**WHAT THE TASK REQUIRES**
Set down each of the records below exactly as it reads. No pictures go into the copy.

**DATA FOR REVIEW**
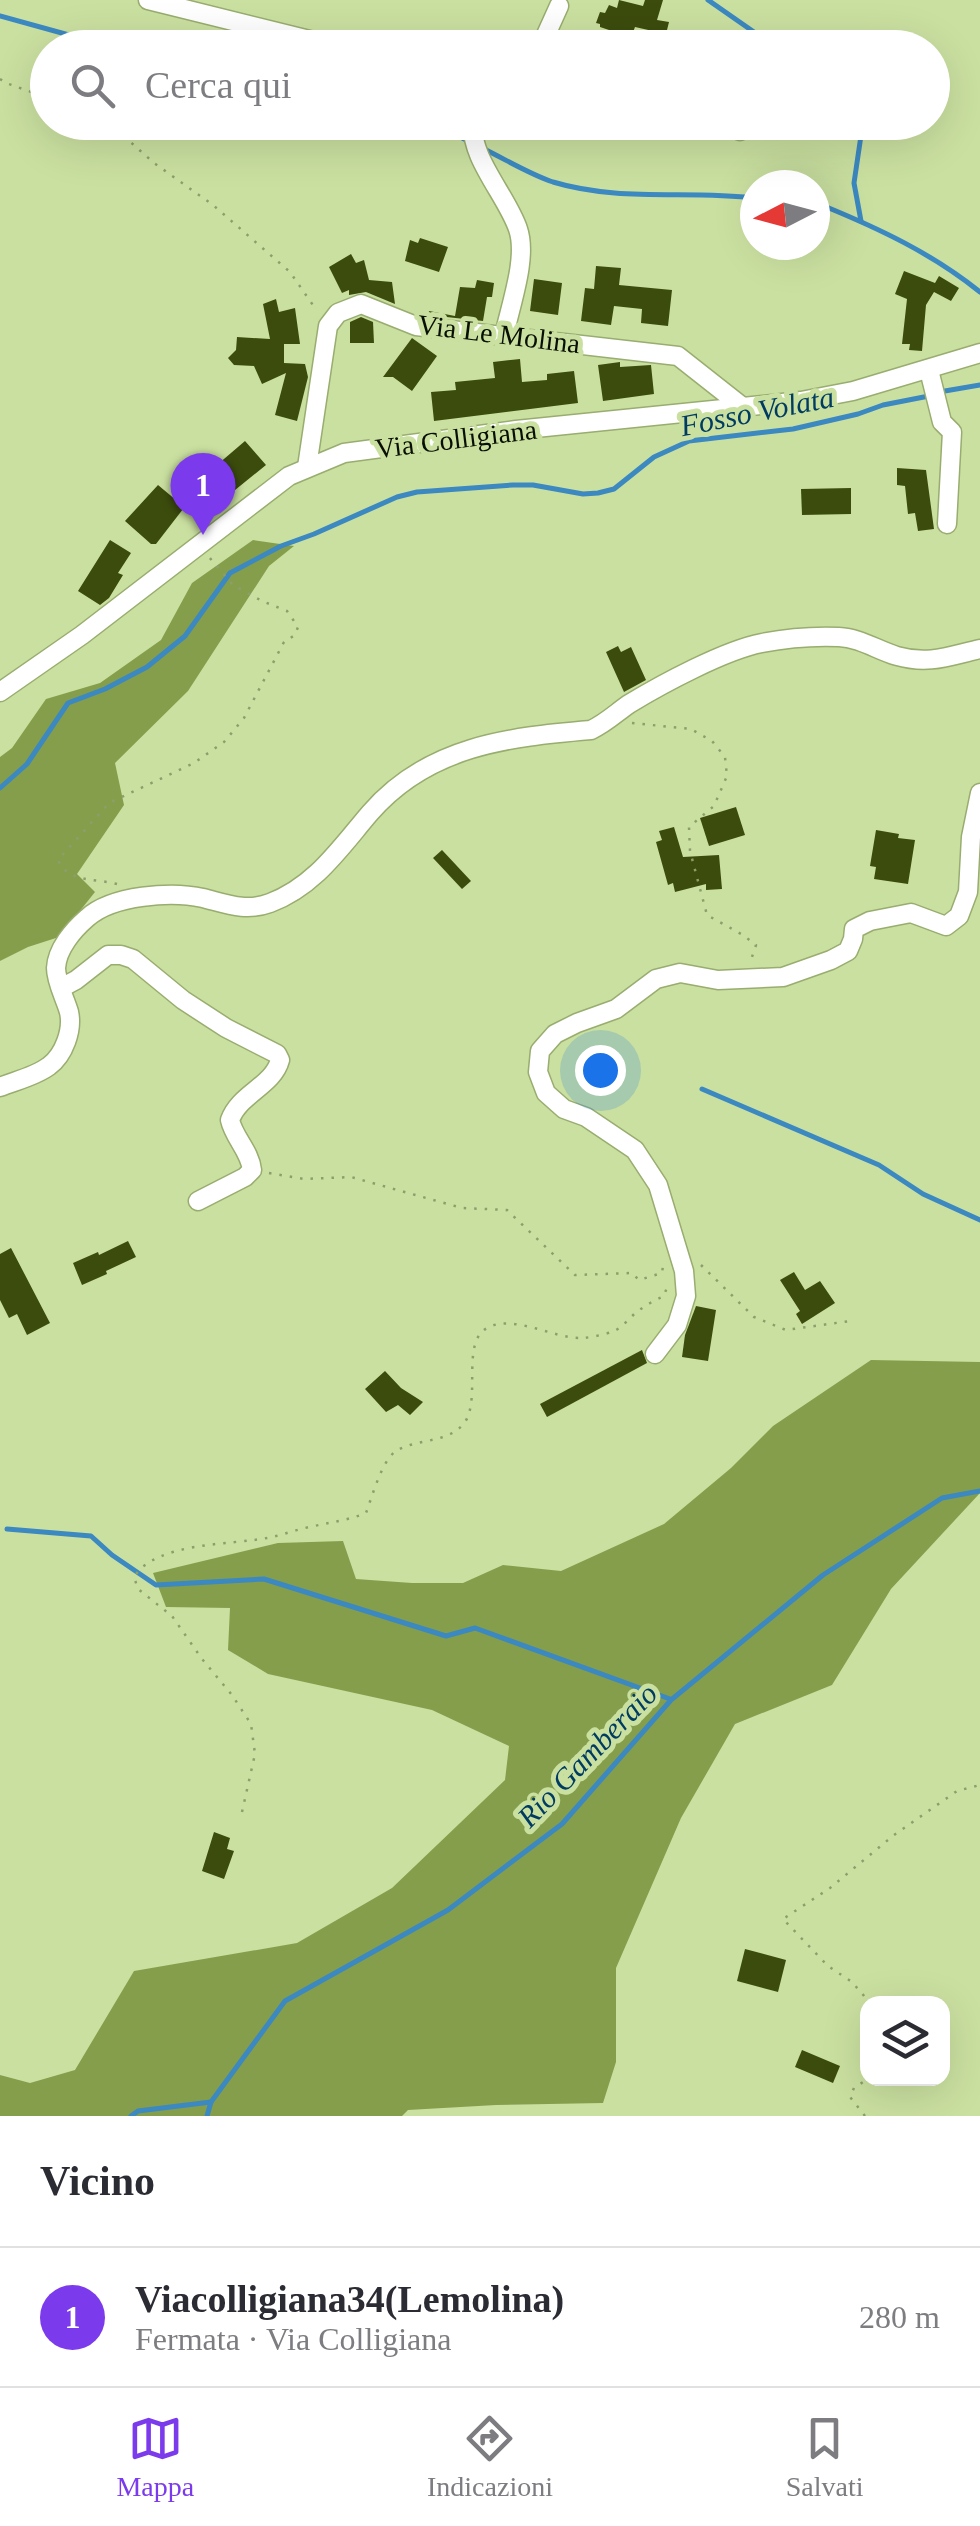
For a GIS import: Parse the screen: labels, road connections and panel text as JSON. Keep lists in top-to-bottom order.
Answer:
{
  "streets": {
    "street": ["Via Le Molina", "Via Colligiana"]
  },
  "crossings": [
    ["Via Le Molina", "Via Colligiana"]
  ],
  "water": ["Fosso Volata", "Rio Gamberaio"],
  "north": "left",
  "page": {
    "search": "Cerca qui",
    "pins": "1",
    "heading": "Vicino",
    "list": [
      {
        "mark": "1",
        "name": "Viacolligiana34(Lemolina)",
        "note": "Fermata · Via Colligiana",
        "value": "280 m"
      }
    ],
    "nav": ["Mappa", "Indicazioni", "Salvati"]
  }
}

**TASK RESPONSE**
For a GIS import: Parse the screen: labels, road connections and panel text as JSON. Keep lists in top-to-bottom order.
Answer:
{
  "streets": {
    "street": ["Via Le Molina", "Via Colligiana"]
  },
  "crossings": [
    ["Via Le Molina", "Via Colligiana"]
  ],
  "water": ["Fosso Volata", "Rio Gamberaio"],
  "north": "left",
  "page": {
    "search": "Cerca qui",
    "pins": "1",
    "heading": "Vicino",
    "list": [
      {
        "mark": "1",
        "name": "Viacolligiana34(Lemolina)",
        "note": "Fermata · Via Colligiana",
        "value": "280 m"
      }
    ],
    "nav": ["Mappa", "Indicazioni", "Salvati"]
  }
}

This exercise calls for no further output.